Armbands @ Annual

“Equity,” “Diversity,” and “Inclusion” armbands at the 2016 Annual Conference

The words “Equity,” “Diversity,” and “Inclusion” appear on black armbands that attendees are invited and encouraged to wear during the 2016 Annual Conference.

What do the armbands signify? 

They are a symbolic acknowledgement of the Task Force on Equity, Diversity, and Inclusion’s charge to have a “public and honest conversation” around issues of equity, diversity, and inclusion, and a reminder that we stand together and have not forgotten.

What is the Task force on Equity, Diversity, and Inclusion?

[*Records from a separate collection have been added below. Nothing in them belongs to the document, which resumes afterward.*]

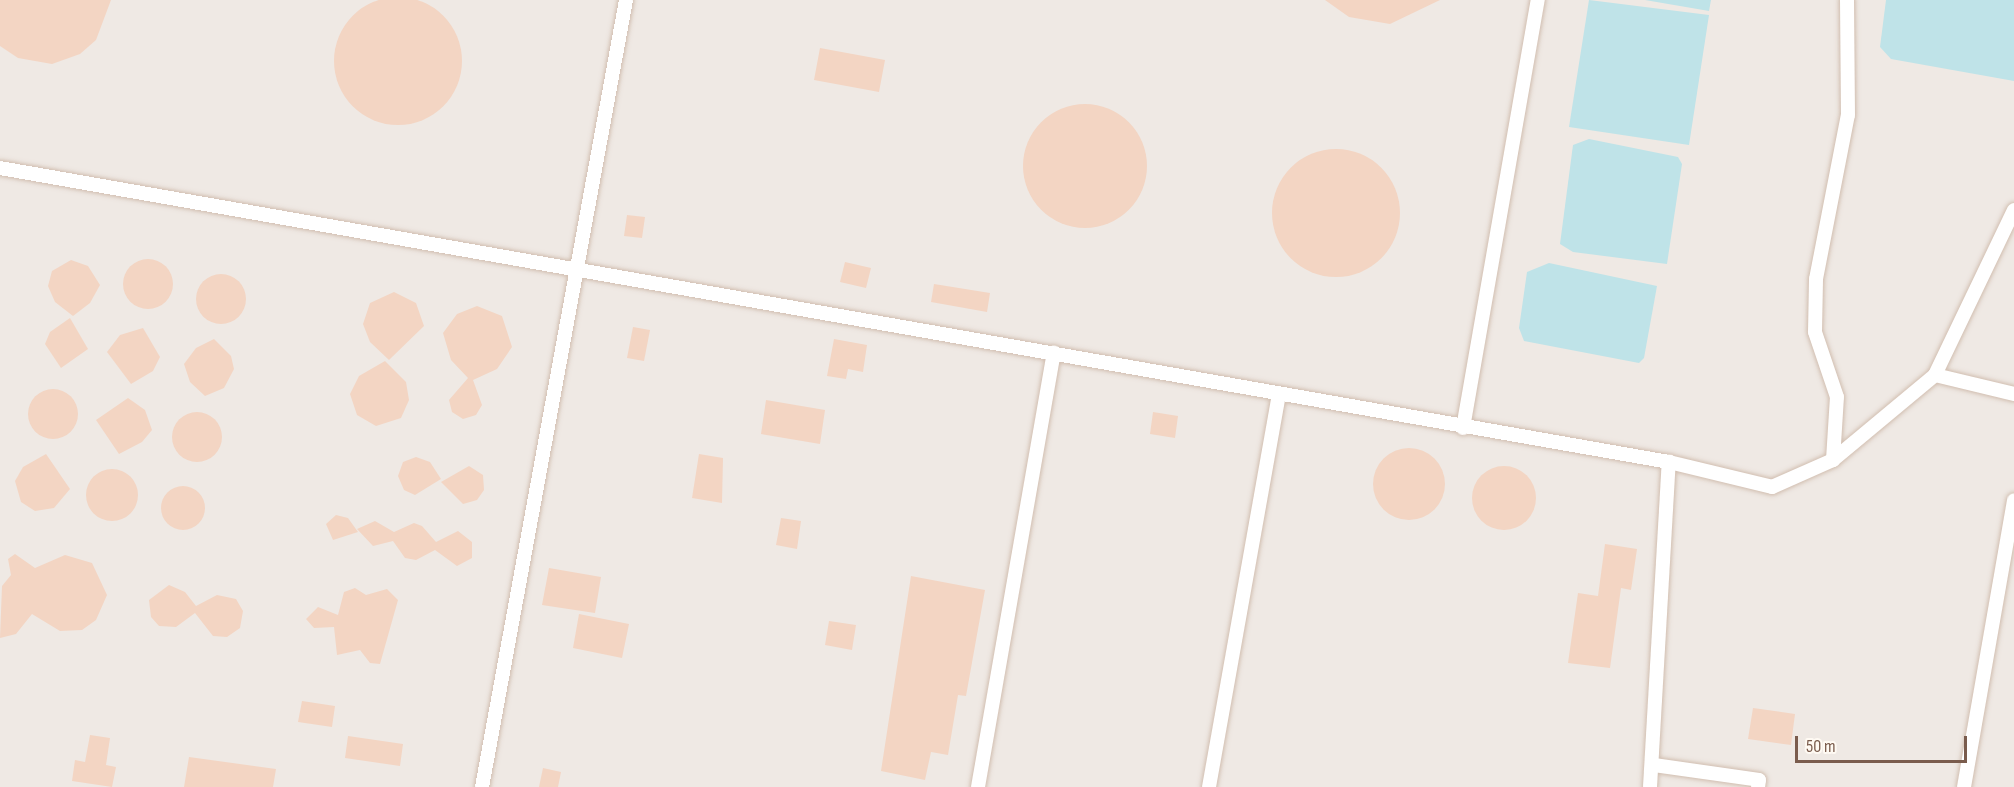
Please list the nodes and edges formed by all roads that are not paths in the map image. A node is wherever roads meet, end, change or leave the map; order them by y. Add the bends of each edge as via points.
1 (626, 0) edge
2 (1538, 0) edge
3 (1847, 0) edge
4 (0, 168) edge
5 (2014, 210) edge
6 (577, 265) junction
7 (1054, 353) junction
8 (1935, 375) junction
9 (2014, 394) edge
10 (1279, 395) junction
11 (1463, 429) junction
12 (1833, 460) junction
13 (1669, 462) junction
14 (2014, 500) edge
15 (1654, 765) junction
16 (482, 787) edge
17 (978, 787) edge
18 (1209, 787) edge
19 (1650, 787) edge
20 (1758, 787) edge
21 (1964, 787) edge

1 - 6 lane
2 - 11 lane
3 - 12 lane via 1848,115 1816,279 1815,332 1837,397
4 - 6 lane
5 - 8 lane
6 - 7 lane
6 - 16 lane
7 - 10 lane
7 - 17 lane
8 - 9 lane
8 - 12 lane
10 - 11 lane
10 - 18 lane
11 - 13 lane
12 - 13 lane via 1773,487
13 - 15 lane
14 - 21 lane
15 - 19 lane
15 - 20 lane via 1759,780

The Task Force was created as a response to a statement from the Black Caucus of the American Library Association (BCALA) in 2014 critiquing ALA for holding the conference in a state that has “Stand Your Ground Laws.”  The armbands, conceived and designed by the Task Force with support from the ALA Office for Diversity, Outreach, and Literacy Services, acknowledge the events following the Trayvon Martin and Marissa Alexander cases, and are intended to signify that all ALA members must commit to building equity, diversity, and inclusion across the organization, the field of librarianship, and the communities served by libraries.

Why black armbands?

Since the 1960s, black armbands have been symbols of protest and solidarity in the US. The “Tinker v. Des Moines Independent Community School District” in 1965 is a well-known example, when three students (John Tinker, Mary Beth Tinker and Christopher Eckhardt) wore black armbands decorated with white peace signs to school to protest US involvement in the Vietnam War. The Supreme Court decided in favor of the defendants’ first amendment rights to speak out in a public school setting.

Where can I get an armband?

The armbands will be available at the two entrances to the Opening General Session at 4:00pm on Friday, in the registration area and the Diversity Pavilion on Saturday.